*** INFORMATION SUPPLIED ***
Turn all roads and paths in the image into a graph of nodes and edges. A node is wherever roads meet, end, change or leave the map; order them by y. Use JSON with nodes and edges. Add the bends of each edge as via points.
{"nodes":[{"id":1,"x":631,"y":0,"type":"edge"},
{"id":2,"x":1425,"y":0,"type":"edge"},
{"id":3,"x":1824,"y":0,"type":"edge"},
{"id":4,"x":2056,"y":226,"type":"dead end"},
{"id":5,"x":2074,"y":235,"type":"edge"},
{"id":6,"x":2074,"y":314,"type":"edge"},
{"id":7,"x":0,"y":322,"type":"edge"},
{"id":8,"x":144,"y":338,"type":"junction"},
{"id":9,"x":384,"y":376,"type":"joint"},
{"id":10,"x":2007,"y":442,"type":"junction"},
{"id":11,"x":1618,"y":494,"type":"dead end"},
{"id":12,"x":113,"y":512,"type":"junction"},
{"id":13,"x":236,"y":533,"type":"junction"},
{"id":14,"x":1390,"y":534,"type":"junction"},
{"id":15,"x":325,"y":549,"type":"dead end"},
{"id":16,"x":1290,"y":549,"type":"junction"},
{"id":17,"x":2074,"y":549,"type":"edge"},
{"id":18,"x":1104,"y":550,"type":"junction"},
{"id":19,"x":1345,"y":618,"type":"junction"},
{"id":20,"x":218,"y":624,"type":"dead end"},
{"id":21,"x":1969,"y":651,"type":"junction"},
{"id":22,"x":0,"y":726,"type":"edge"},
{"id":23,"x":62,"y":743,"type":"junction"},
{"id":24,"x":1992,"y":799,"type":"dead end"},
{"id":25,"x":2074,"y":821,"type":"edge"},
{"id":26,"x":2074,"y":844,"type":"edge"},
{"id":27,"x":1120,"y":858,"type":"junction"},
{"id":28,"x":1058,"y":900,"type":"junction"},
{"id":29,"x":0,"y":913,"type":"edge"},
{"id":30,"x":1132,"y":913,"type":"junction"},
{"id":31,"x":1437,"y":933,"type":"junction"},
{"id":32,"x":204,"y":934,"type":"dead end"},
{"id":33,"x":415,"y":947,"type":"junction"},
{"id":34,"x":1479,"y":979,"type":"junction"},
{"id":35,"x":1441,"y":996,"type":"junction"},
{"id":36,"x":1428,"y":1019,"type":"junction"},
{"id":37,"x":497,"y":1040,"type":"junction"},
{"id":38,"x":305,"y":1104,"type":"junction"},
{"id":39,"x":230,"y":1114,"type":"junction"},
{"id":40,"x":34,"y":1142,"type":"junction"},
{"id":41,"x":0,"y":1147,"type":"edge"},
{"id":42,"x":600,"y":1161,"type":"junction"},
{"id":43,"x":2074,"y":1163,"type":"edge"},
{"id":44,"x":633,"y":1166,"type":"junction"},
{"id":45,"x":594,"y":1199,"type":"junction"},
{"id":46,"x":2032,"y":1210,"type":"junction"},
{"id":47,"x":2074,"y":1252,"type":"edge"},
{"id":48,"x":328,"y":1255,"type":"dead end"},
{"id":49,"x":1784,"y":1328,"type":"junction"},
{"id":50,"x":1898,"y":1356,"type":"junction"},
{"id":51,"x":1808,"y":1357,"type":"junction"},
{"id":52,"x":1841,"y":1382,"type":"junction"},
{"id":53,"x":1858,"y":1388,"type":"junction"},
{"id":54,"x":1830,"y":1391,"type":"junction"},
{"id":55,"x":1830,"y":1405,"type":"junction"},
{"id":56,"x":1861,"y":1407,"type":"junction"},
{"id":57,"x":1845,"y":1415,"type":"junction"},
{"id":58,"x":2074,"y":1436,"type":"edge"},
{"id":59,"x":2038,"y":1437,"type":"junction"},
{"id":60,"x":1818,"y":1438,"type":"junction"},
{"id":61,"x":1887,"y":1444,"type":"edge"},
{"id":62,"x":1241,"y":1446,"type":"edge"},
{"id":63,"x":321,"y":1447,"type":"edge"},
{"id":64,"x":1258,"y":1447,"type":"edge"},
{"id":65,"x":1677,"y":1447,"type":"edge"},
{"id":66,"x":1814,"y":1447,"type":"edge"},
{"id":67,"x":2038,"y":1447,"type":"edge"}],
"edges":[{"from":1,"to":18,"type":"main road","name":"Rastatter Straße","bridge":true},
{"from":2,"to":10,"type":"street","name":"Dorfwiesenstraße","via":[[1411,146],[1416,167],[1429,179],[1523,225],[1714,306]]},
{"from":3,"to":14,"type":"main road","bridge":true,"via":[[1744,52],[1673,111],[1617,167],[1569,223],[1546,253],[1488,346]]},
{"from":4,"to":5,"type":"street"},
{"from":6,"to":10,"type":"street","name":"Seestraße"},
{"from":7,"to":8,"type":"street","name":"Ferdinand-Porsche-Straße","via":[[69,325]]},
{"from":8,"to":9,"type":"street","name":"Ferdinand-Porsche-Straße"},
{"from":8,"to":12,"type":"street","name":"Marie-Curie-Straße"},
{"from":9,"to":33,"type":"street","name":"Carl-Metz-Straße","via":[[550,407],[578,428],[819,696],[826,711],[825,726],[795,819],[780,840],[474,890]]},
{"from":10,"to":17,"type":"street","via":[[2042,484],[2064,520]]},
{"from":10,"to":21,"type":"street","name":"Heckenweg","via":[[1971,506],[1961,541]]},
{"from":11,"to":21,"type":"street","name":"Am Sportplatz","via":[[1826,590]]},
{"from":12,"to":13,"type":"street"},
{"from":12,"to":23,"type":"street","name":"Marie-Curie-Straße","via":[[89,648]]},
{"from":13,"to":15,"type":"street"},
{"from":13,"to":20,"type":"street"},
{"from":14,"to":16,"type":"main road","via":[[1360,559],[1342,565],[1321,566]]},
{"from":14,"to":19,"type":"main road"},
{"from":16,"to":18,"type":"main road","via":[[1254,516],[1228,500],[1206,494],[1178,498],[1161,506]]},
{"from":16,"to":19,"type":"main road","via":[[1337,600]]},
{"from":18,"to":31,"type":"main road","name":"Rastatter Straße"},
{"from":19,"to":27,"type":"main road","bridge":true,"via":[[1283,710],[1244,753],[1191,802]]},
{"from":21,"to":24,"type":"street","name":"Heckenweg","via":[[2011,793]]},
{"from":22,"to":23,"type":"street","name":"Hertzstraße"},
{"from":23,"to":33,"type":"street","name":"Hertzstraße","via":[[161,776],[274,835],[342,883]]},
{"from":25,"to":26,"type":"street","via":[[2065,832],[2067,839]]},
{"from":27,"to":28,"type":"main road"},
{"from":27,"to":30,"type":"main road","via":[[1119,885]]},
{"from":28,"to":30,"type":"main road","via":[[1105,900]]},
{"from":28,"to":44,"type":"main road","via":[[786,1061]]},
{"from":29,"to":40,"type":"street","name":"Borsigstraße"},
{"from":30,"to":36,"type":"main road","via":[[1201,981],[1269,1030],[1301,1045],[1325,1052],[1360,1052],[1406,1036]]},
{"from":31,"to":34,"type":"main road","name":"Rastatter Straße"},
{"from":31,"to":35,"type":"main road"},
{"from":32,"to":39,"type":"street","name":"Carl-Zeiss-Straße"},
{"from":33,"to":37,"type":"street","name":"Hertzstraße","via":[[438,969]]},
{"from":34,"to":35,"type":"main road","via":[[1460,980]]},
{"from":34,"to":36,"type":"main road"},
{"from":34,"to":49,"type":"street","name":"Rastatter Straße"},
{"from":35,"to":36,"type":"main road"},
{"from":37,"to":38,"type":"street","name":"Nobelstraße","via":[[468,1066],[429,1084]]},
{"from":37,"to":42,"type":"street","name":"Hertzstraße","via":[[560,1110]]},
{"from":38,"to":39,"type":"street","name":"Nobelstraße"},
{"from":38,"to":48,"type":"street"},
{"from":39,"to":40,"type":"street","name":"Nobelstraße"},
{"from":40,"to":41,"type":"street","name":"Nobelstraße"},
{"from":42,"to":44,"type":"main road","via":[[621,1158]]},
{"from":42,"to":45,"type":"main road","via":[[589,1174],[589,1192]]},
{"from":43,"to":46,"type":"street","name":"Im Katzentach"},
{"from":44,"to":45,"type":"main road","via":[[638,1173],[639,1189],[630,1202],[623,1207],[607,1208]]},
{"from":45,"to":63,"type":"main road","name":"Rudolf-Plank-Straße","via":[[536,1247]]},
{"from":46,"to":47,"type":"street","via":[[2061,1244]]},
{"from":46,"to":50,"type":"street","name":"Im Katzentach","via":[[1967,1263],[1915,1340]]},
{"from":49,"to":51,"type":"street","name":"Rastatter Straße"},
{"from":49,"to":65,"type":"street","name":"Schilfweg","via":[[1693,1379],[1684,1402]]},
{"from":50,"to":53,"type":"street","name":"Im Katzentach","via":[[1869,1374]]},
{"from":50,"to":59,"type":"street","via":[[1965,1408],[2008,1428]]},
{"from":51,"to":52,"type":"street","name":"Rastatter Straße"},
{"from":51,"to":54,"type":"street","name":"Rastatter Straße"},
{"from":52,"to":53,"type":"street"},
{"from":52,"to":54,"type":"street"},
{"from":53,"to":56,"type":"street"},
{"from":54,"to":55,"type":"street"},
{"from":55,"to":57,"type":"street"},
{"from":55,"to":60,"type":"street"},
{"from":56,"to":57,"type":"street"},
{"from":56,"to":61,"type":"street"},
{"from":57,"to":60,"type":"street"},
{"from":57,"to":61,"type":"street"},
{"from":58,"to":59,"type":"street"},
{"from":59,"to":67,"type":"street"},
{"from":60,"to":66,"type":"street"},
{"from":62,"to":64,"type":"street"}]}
*** End of INFORMATION SUPPLIED ***
ABOUT THIS EXERCISE: Write out each line above containing "dead".

RESPONSE FOR THIS EXERCISE:
{"id":4,"x":2056,"y":226,"type":"dead end"},
{"id":11,"x":1618,"y":494,"type":"dead end"},
{"id":15,"x":325,"y":549,"type":"dead end"},
{"id":20,"x":218,"y":624,"type":"dead end"},
{"id":24,"x":1992,"y":799,"type":"dead end"},
{"id":32,"x":204,"y":934,"type":"dead end"},
{"id":48,"x":328,"y":1255,"type":"dead end"},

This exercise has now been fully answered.